La Cour de cassation a renvoyé au 27 juillet 2026 le procès de l’ancien ministre d’État en charge de la Justice, Constant Mutamba, et de l’ancien coordonnateur du Fonds de réparation et d’indemnisation des victimes des activités illicites de l’Ouganda (FRIVAO), Chançard Bolukola, poursuivis dans une affaire de présumé détournement de près de 20 millions de dollars destinés à l’indemnisation des victimes des exactions ougandaises en République démocratique du Congo.
Le renvoi a été décidé à la demande de la défense afin de permettre aux deux prévenus de consulter le dossier de la procédure et de préparer leurs moyens de défense avec leurs avocats.
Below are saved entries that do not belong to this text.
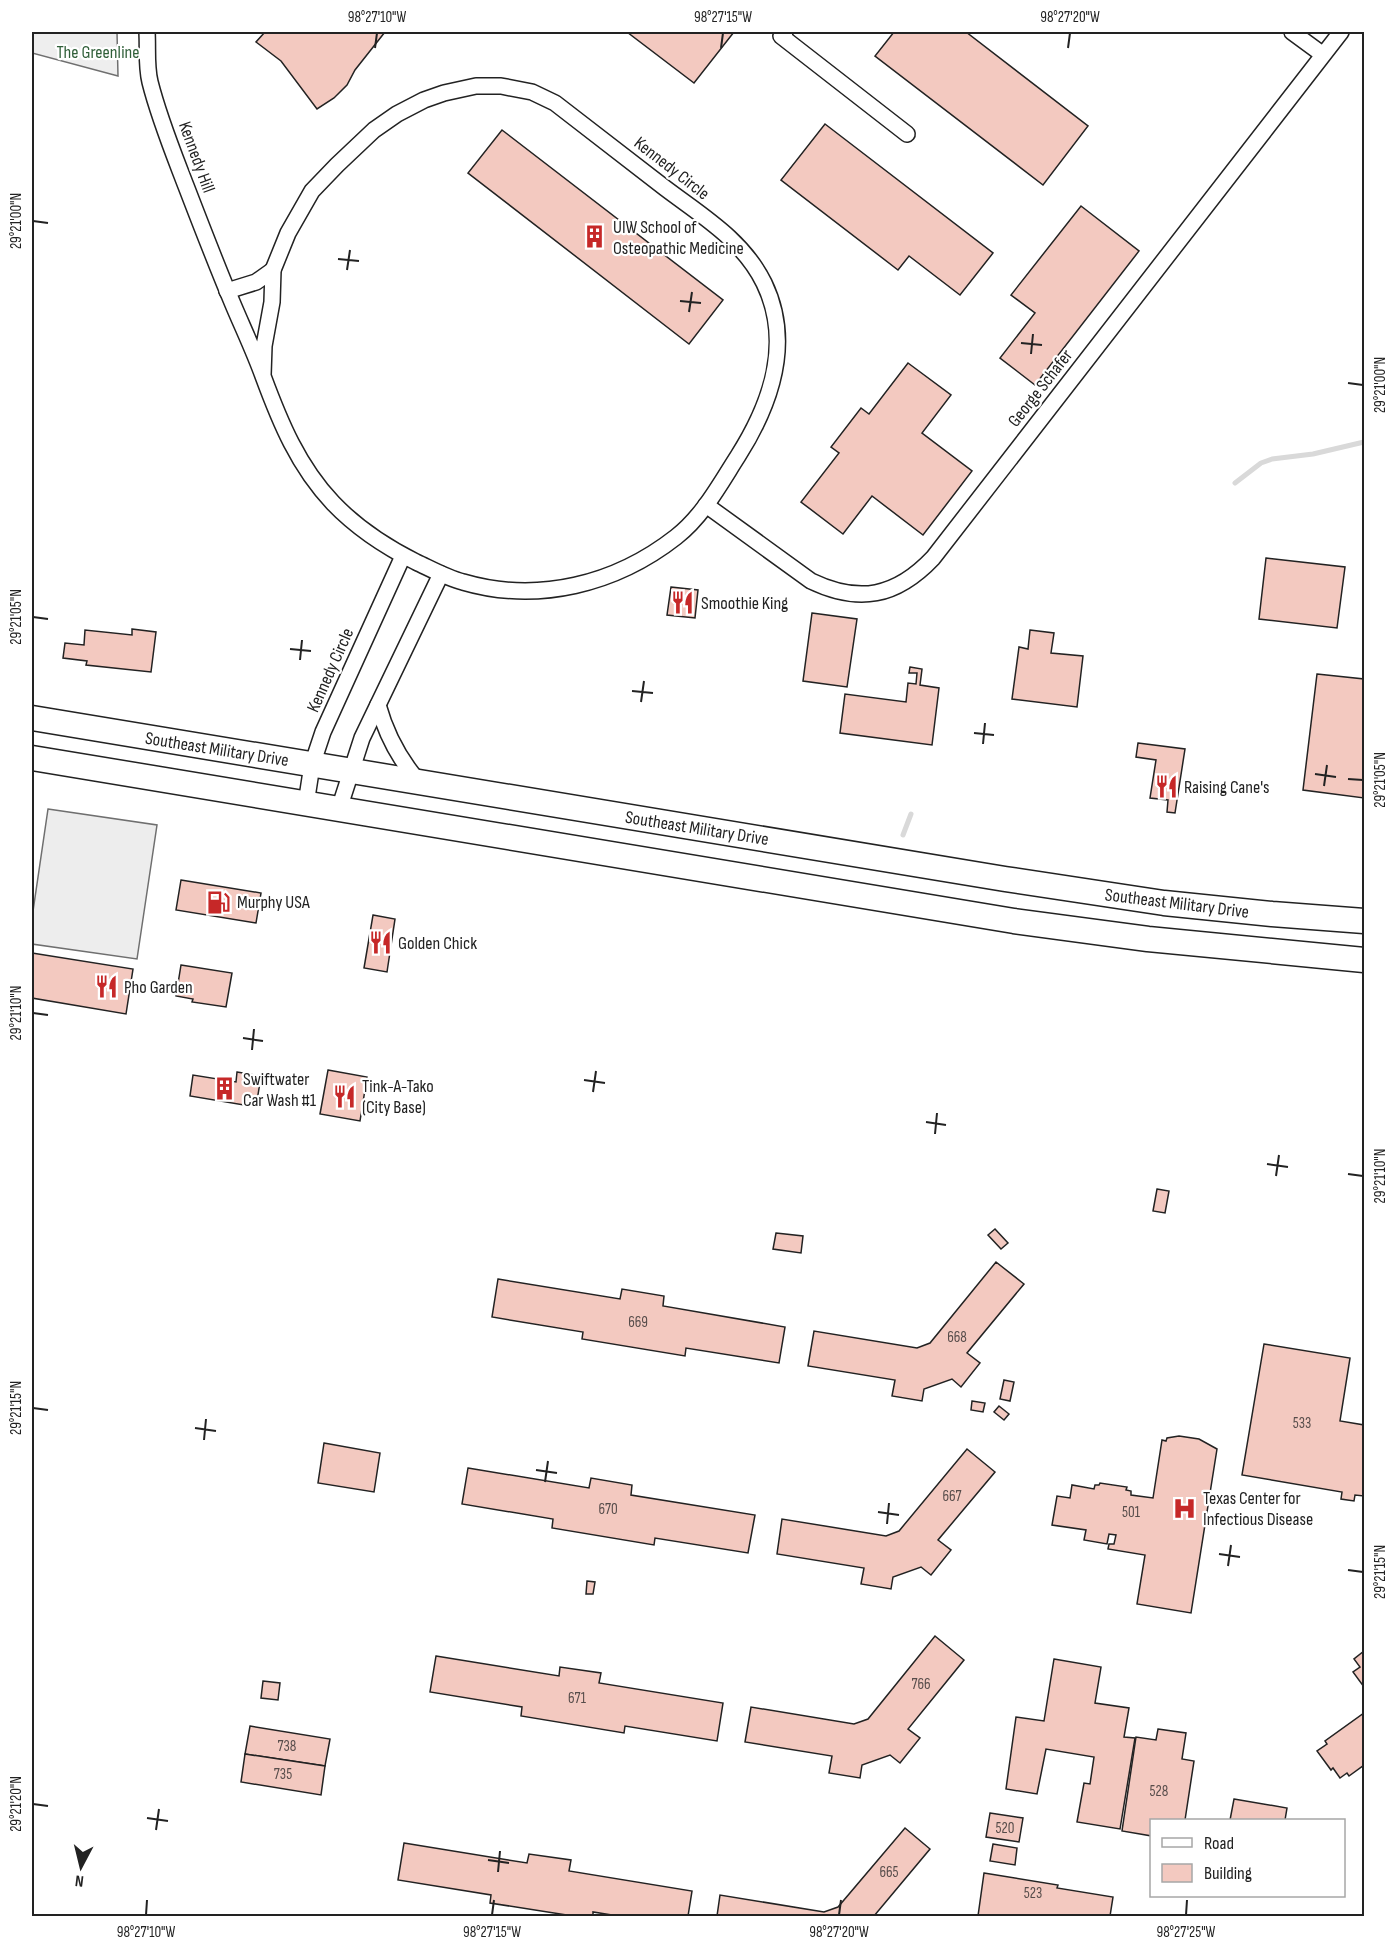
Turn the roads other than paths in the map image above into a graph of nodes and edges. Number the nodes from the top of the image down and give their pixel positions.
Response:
1 (147, 32) edge
2 (785, 32) edge
3 (1292, 32) edge
4 (1341, 32) edge
5 (1322, 54) junction
6 (907, 134) dead end
7 (273, 270) junction
8 (227, 291) junction
9 (263, 375) junction
10 (706, 505) junction
11 (403, 556) junction
12 (441, 574) junction
13 (378, 705) junction
14 (32, 718) edge
15 (32, 758) edge
16 (312, 765) junction
17 (352, 770) junction
18 (418, 782) junction
19 (306, 804) junction
20 (339, 808) junction
21 (1224, 909) junction
22 (1365, 921) edge
23 (1220, 947) junction
24 (1365, 960) edge

1 - 8 street, Kennedy Hill
2 - 6 street
3 - 5 street
4 - 5 street, George Schafer
5 - 10 street, George Schafer
7 - 8 street
7 - 9 street, Kennedy Circle
7 - 10 street, Kennedy Circle
8 - 9 street, Kennedy Circle
9 - 11 street, Kennedy Circle
10 - 12 street, Kennedy Circle
11 - 12 street, Kennedy Circle
11 - 16 street, Kennedy Circle
12 - 13 street
13 - 17 street
13 - 18 street
14 - 16 main road, Southeast Military Drive
15 - 19 main road, Southeast Military Drive
16 - 17 main road, Southeast Military Drive
16 - 19 street, Kennedy Circle
17 - 18 main road, Southeast Military Drive
17 - 20 street
18 - 21 main road, Southeast Military Drive
19 - 20 main road, Southeast Military Drive
20 - 23 main road, Southeast Military Drive
21 - 22 main road, Southeast Military Drive
21 - 23 main road
23 - 24 main road, Southeast Military Drive

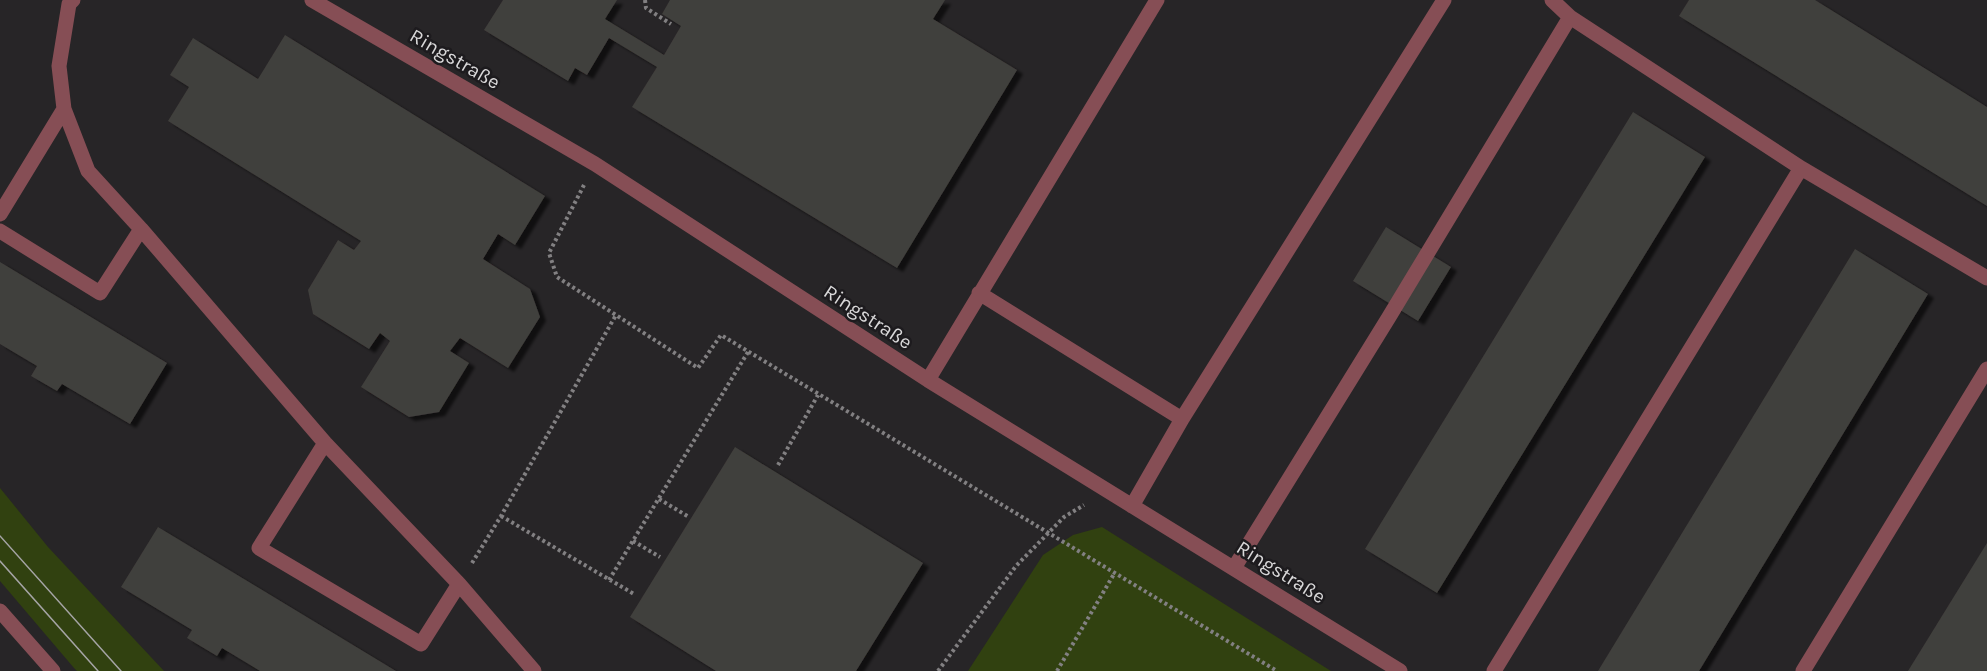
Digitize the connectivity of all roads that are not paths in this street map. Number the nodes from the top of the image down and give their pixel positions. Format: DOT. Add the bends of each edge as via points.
graph roads {
  1 [pos="312,0"];
  2 [pos="1157,0"];
  3 [pos="1444,0"];
  4 [pos="1552,0"];
  5 [pos="68,1"];
  6 [pos="1570,17"];
  7 [pos="64,109"];
  8 [pos="1801,168"];
  9 [pos="0,214"];
  10 [pos="141,229"];
  11 [pos="0,231"];
  12 [pos="1987,278"];
  13 [pos="980,293"];
  14 [pos="1987,369"];
  15 [pos="927,380"];
  16 [pos="1182,418"];
  17 [pos="325,443"];
  18 [pos="1132,506"];
  19 [pos="1234,568"];
  20 [pos="459,584"];
  21 [pos="0,611"];
  22 [pos="53,671"];
  23 [pos="534,671"];
  24 [pos="1400,671"];
  25 [pos="1494,671"];
  26 [pos="1803,671"];
  1 -- 15 [label="street, Ringstraße" via="595,164"];
  2 -- 13 [label="street"];
  3 -- 16 [label="street"];
  4 -- 6 [label="street"];
  5 -- 7 [label="street" via="59,66"];
  6 -- 8 [label="street"];
  6 -- 19 [label="street"];
  7 -- 9 [label="street"];
  7 -- 10 [label="street" via="88,171"];
  8 -- 12 [label="street"];
  8 -- 25 [label="street"];
  10 -- 11 [label="street" via="100,293"];
  10 -- 17 [label="street"];
  13 -- 15 [label="street"];
  13 -- 16 [label="street"];
  14 -- 26 [label="street"];
  15 -- 18 [label="street, Ringstraße"];
  16 -- 18 [label="street"];
  17 -- 20 [label="street"];
  17 -- 20 [label="street" via="259,548 421,644"];
  18 -- 19 [label="street, Ringstraße"];
  19 -- 24 [label="street, Ringstraße"];
  20 -- 23 [label="street"];
  21 -- 22 [label="street"];
}
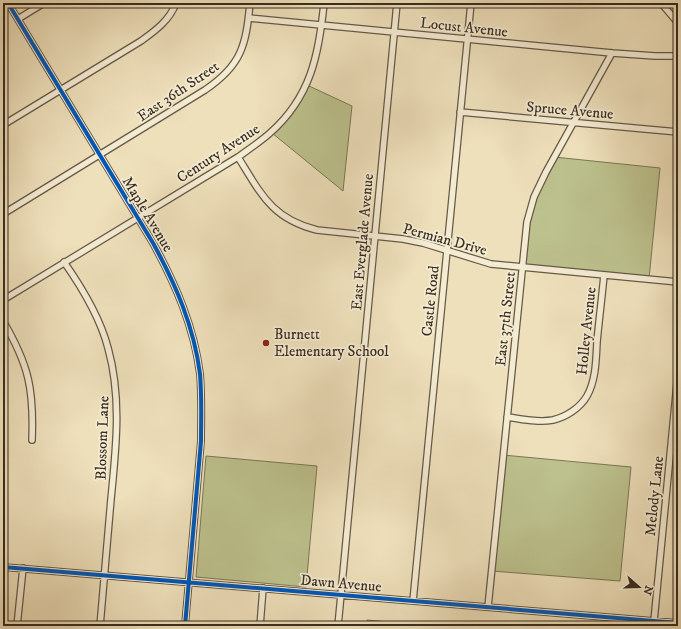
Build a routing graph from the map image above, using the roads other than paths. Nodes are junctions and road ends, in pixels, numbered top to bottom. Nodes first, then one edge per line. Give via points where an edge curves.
1 (8, 3) edge
2 (44, 3) edge
3 (176, 3) edge
4 (250, 3) edge
5 (324, 3) edge
6 (397, 3) edge
7 (471, 3) edge
8 (661, 3) edge
9 (249, 18) junction
10 (18, 19) junction
11 (678, 23) edge
12 (322, 25) junction
13 (394, 32) junction
14 (467, 39) junction
15 (612, 53) junction
16 (678, 56) edge
17 (60, 90) junction
18 (460, 112) junction
19 (573, 122) junction
20 (3, 125) edge
21 (678, 132) edge
22 (99, 155) junction
23 (238, 157) junction
24 (3, 214) edge
25 (137, 218) junction
26 (375, 236) junction
27 (447, 251) junction
28 (64, 262) junction
29 (522, 268) junction
30 (604, 275) junction
31 (678, 282) edge
32 (3, 300) edge
33 (3, 321) edge
34 (678, 373) edge
35 (507, 417) junction
36 (32, 440) dead end
37 (3, 567) edge
38 (23, 568) junction
39 (104, 575) junction
40 (189, 582) junction
41 (263, 588) junction
42 (341, 595) junction
43 (413, 601) junction
44 (488, 607) junction
45 (654, 621) junction
46 (678, 623) edge
47 (17, 626) edge
48 (100, 626) edge
49 (185, 626) edge
50 (260, 626) edge
51 (338, 626) edge

1 - 10 street, Maple Avenue
2 - 10 street
3 - 17 street via 168,17 152,33
4 - 9 street, East 36th Street
5 - 12 street, Century Avenue
6 - 13 street, East Everglade Avenue
7 - 14 street, Castle Road
8 - 11 street
9 - 12 street, Locust Avenue
9 - 22 street, East 36th Street via 241,52 224,76
10 - 17 street, Maple Avenue
12 - 13 street, Locust Avenue
12 - 23 street, Century Avenue via 313,70 296,105 272,132
13 - 14 street, Locust Avenue
13 - 26 street, East Everglade Avenue
14 - 15 street, Locust Avenue
14 - 18 street, Castle Road
15 - 16 street, Locust Avenue
15 - 19 street, East 37th Street
17 - 20 street
17 - 22 street, Maple Avenue
18 - 19 street, Spruce Avenue
18 - 27 street, Castle Road
19 - 21 street, Spruce Avenue
19 - 29 street, East 37th Street via 534,197 527,222
22 - 24 street, East 36th Street
22 - 25 street, Maple Avenue
23 - 25 street, Century Avenue
23 - 26 street, Permian Drive via 269,204 291,221 317,230
25 - 28 street, Century Avenue
25 - 40 street, Maple Avenue via 164,264 182,302 197,356 201,395 201,435
26 - 27 street, Permian Drive via 404,239
26 - 42 street, East Everglade Avenue
27 - 29 street, Permian Drive via 491,264
27 - 43 street, Castle Road
28 - 32 street, Century Avenue
28 - 39 street, Blossom Lane via 97,316 108,347 115,379 117,430
29 - 30 street, Permian Drive
29 - 35 street, East 37th Street
30 - 31 street, Permian Drive
30 - 35 street, Holley Avenue via 594,372 590,390 584,400 574,411 553,420 535,421
33 - 36 street via 22,356 29,380
34 - 45 street, Melody Lane
35 - 44 street, East 37th Street
37 - 38 street, Dawn Avenue
38 - 39 street, Dawn Avenue
38 - 47 street
39 - 40 street, Dawn Avenue
39 - 48 street, Blossom Lane
40 - 41 street, Dawn Avenue
40 - 49 street, Maple Avenue
41 - 42 street, Dawn Avenue
41 - 50 street
42 - 43 street, Dawn Avenue
42 - 51 street, East Everglade Avenue
43 - 44 street, Dawn Avenue
44 - 45 street, Dawn Avenue
45 - 46 street, Dawn Avenue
Dès l’ouverture de l’audience, Constant Mutamba a contesté les conditions dans lesquelles il avait été entendu par les magistrats instructeurs. Il a affirmé que cette audition s’était déroulée alors qu’il était hospitalisé et dans un état de santé qui ne lui permettait pas de répondre aux questions.
Selon lui, les questions qui lui avaient été posées ne portaient pas sur les faits aujourd’hui retenus contre lui devant la Cour. L’ancien ministre a également indiqué n’avoir toujours pas eu accès au procès-verbal de cette audition, estimant qu’il découvrait les accusations formulées à son encontre au moment de comparaître.
« J’ai reçu trois magistrats dans ma chambre d’hôpital. Je ne pouvais même pas parler. Ils m’ont posé deux questions qui n’ont rien à voir avec les faits repris dans la citation à comparaître. J’attends d’accéder au procès-verbal pour voir ce que le greffier a repris », a-t-il déclaré devant la Cour.
Après avoir examiné les observations de la défense, le président de la composition, le magistrat Jean Ubulu, a décidé de reporter l’examen de l’affaire.